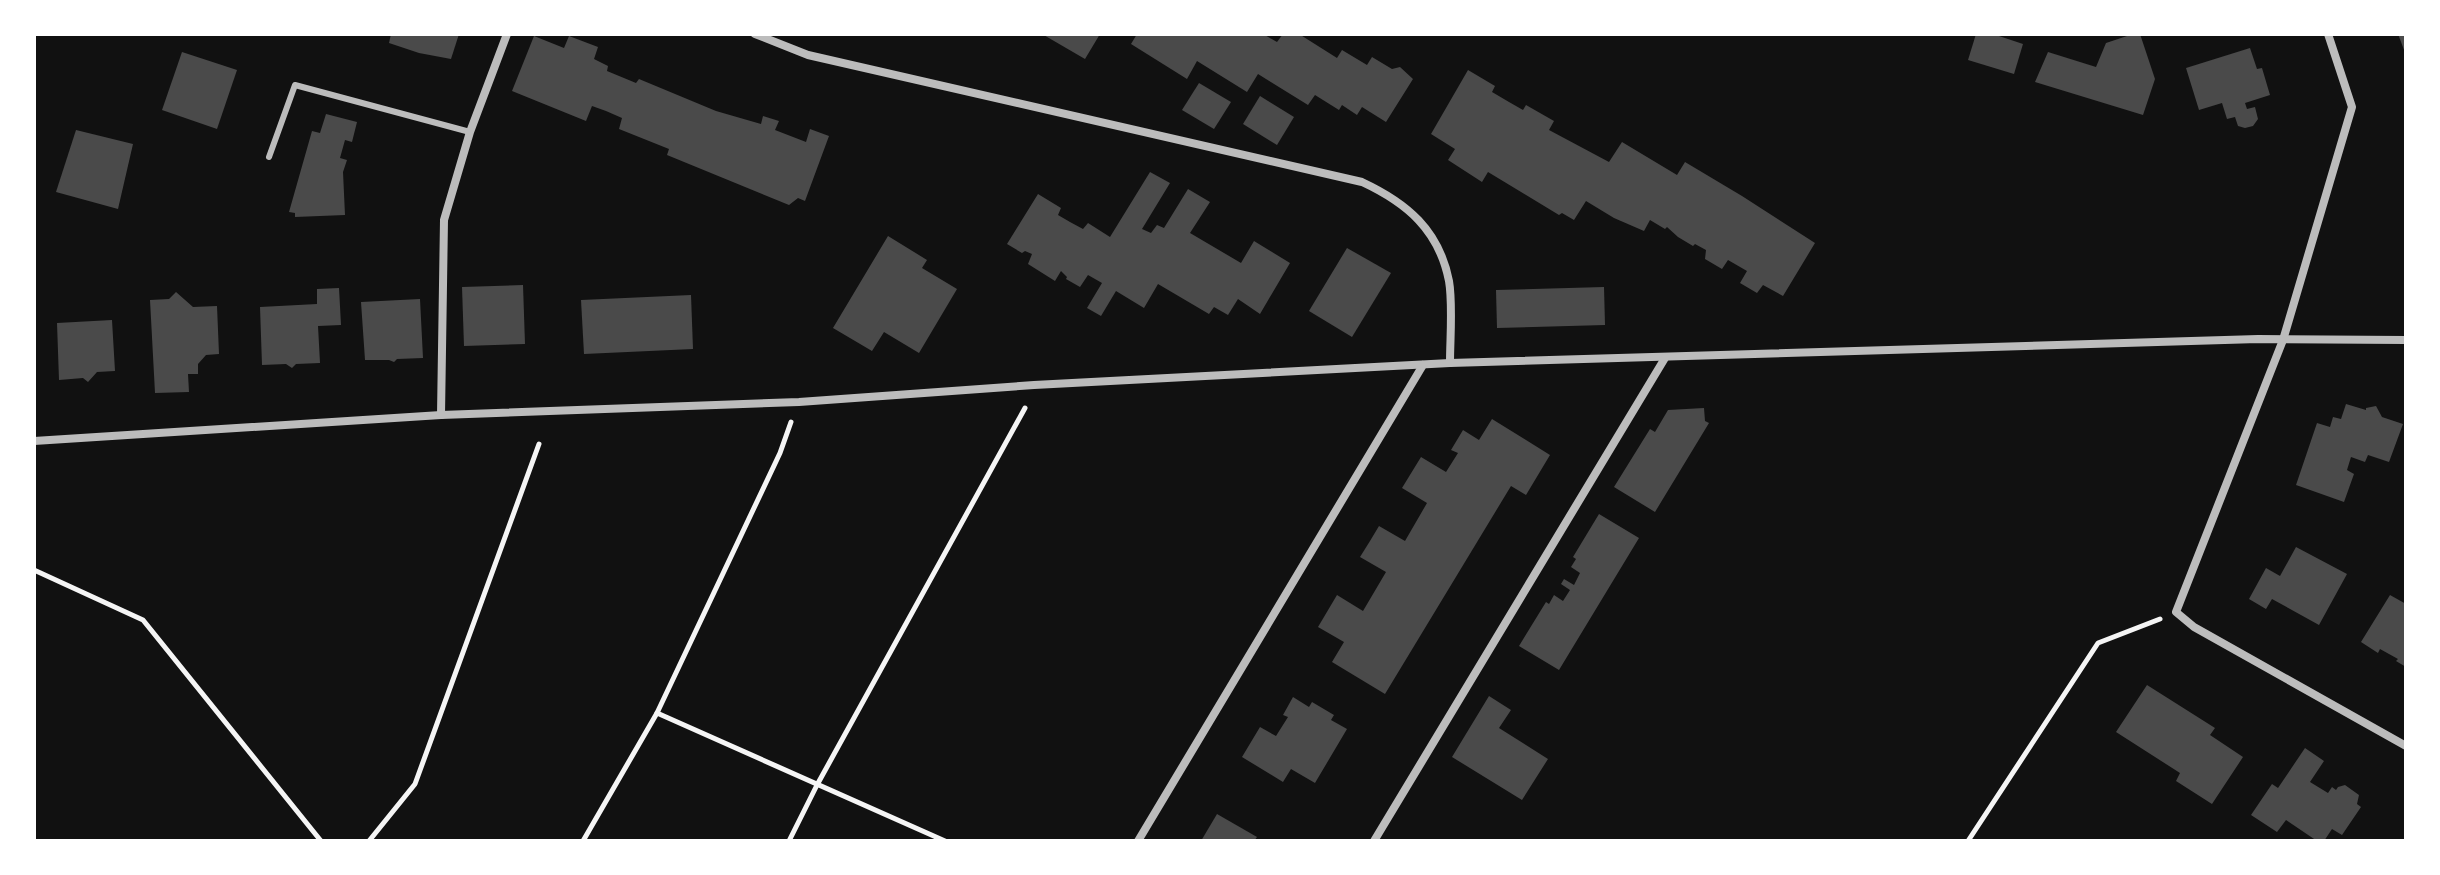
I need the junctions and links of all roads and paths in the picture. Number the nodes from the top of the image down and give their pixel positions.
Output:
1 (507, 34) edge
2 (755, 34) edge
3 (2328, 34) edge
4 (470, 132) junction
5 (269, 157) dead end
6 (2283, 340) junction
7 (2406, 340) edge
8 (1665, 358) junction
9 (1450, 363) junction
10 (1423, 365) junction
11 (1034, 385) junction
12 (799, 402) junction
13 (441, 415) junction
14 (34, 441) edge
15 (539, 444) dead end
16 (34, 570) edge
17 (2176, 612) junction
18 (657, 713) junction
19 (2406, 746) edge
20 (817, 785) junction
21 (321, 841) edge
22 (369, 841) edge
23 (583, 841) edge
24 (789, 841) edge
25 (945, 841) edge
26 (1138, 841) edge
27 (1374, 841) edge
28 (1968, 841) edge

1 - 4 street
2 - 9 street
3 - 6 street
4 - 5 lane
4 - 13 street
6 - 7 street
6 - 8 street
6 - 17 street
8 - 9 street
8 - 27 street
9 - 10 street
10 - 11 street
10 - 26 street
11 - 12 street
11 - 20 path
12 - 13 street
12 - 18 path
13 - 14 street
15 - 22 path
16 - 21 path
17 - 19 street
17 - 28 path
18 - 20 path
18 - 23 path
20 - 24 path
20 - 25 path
################
What is expected ->
Since the listing holds pictures, return everything else in it exactly and omit those.

Answer box ->
I need the junctions and links of all roads and paths in the picture. Number the nodes from the top of the image down and give their pixel positions.
Output:
1 (507, 34) edge
2 (755, 34) edge
3 (2328, 34) edge
4 (470, 132) junction
5 (269, 157) dead end
6 (2283, 340) junction
7 (2406, 340) edge
8 (1665, 358) junction
9 (1450, 363) junction
10 (1423, 365) junction
11 (1034, 385) junction
12 (799, 402) junction
13 (441, 415) junction
14 (34, 441) edge
15 (539, 444) dead end
16 (34, 570) edge
17 (2176, 612) junction
18 (657, 713) junction
19 (2406, 746) edge
20 (817, 785) junction
21 (321, 841) edge
22 (369, 841) edge
23 (583, 841) edge
24 (789, 841) edge
25 (945, 841) edge
26 (1138, 841) edge
27 (1374, 841) edge
28 (1968, 841) edge

1 - 4 street
2 - 9 street
3 - 6 street
4 - 5 lane
4 - 13 street
6 - 7 street
6 - 8 street
6 - 17 street
8 - 9 street
8 - 27 street
9 - 10 street
10 - 11 street
10 - 26 street
11 - 12 street
11 - 20 path
12 - 13 street
12 - 18 path
13 - 14 street
15 - 22 path
16 - 21 path
17 - 19 street
17 - 28 path
18 - 20 path
18 - 23 path
20 - 24 path
20 - 25 path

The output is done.